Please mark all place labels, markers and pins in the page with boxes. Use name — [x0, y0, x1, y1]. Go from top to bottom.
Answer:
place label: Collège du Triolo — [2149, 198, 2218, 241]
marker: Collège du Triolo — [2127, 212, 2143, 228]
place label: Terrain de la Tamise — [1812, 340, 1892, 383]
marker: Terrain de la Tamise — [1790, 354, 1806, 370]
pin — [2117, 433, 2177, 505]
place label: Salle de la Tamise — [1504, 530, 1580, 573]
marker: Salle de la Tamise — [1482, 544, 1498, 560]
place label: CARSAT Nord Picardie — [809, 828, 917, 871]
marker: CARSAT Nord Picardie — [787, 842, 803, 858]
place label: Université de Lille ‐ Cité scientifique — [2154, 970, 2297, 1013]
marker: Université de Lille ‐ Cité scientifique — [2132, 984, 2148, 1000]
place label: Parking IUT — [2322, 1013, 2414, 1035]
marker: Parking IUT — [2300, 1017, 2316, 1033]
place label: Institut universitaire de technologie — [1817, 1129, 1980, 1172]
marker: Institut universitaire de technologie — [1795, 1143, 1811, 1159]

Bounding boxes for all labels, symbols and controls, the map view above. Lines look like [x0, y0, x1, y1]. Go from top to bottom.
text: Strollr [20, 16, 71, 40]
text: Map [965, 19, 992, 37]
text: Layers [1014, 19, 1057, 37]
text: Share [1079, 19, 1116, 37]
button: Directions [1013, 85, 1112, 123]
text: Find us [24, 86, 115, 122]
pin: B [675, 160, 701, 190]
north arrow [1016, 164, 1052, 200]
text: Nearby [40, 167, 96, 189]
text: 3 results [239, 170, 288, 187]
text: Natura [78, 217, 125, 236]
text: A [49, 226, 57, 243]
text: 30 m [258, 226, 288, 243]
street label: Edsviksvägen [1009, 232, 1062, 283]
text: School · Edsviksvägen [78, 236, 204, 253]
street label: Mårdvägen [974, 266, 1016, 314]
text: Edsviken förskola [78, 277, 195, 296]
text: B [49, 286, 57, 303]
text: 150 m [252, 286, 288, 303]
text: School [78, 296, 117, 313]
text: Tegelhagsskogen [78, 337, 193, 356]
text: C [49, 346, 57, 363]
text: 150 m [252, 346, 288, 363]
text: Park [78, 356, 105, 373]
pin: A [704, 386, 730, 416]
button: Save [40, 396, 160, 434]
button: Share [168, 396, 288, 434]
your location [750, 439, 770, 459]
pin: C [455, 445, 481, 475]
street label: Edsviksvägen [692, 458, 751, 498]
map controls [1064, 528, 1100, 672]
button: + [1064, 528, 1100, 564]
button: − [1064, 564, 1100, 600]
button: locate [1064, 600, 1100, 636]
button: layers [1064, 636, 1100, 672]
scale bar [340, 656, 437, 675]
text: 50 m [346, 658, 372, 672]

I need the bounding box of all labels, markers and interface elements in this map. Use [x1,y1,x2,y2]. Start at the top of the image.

◇ ◇ ◇ ◇ ◇

Task statement> Write only the number of lines in the data where the string "markers" can be found.

Response> 2